Un libro celebra la scrittrice che ha anticipato l’emancipazione femminile e per questo incompresa dai contemporanei
di Bruna Magimartedì 16 dicembre 2025
Jane Austen, i 250 anni dell'eterna fanciulla della letteratura

3' di lettura

Compiere duecentocinquant’anni e non sentirli. Accade soltanto a un’eterna fanciulla della letteratura, un mito insuperato, l’unica che può dire al mondo, in una celeberrima parodia, Il mio nome è Austen, Jane Austen. La racconta Liliana Rampelli con un taglio inedito, 365 “scene”, ognuna è tratta da un suo romanzo, suddivise nell’arco di dodici mesi. Titolo Un anno con Jane Austen (Neri Pozza-Spleen, pag.427, euro 26). Dice l’esergo: «Se una persona, uomo o donna che sia, non trova piacere in un buon romanzo, deve essere stupida al di là del sopportabile». Prima di tuffarsi in un oceano di delizie letterarie, qualche precisazione su Austen. Una ragazza che scriveva con tocco lieve, ma fortemente incisivo, mentre l'Europa era dilaniata dalle guerra napoleoniche, e lei non sembrava essere colpita dal trionfi del Corso nelle campagne d'Italia e d'Egitto, era dedita soltanto al piacere del narrare d’amore, tradimenti, intrecci familiari, con una scrittura lucida, ma anche dotata di un umorismo corrosivo e irresistibile verso gli umani problemi, una donna proiettata molto in avanti, anticipando l’attualità di oggi. Miss Austen che per tutta la vita parlò d'amore e matrimonio a tutti, ma non si sposò mai.

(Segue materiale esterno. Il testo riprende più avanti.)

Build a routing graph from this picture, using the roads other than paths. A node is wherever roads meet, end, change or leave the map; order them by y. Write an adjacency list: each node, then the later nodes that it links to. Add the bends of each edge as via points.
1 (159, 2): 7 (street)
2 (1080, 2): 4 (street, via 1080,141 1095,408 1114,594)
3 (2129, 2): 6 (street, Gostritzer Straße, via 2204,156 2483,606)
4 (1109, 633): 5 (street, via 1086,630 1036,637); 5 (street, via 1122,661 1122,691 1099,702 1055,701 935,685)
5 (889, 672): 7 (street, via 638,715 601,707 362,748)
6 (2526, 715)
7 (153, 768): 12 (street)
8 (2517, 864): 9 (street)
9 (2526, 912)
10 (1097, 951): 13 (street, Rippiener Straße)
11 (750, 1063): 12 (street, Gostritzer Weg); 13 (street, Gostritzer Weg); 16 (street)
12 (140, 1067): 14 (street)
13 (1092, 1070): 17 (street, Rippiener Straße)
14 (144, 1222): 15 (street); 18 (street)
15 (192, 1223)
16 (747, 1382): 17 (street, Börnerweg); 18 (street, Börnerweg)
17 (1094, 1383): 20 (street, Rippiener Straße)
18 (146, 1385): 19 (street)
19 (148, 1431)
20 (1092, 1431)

Jane era nata in una famiglia molto affollata, settima di otto figli, cinque maschi e tre femmine, il papà era George Austin, un pastore anglicano, la mamma Cassandra, stesso nome della sorella maggiore, che sarebbe sempre stata il suo punto di riferimento. Fortuna per Jane, il papà era molto erudito, appassionato di lettere, e non contrastò, come accadeva in famiglia alle “femmine” di allora, anzi favorì, la passione della figlia. Anzi la aiutò in ogni modo, anche occupandosi delle prime pubblicazioni dei suoi romanzi. Anche lui colpito da quella scrittura perfetta e calibrata, come avrebbe scritto anni dopo Virginia Woolf, che la innalzò sugli altari dicendo che la sua scrittura conteneva l'essenza della letteratura.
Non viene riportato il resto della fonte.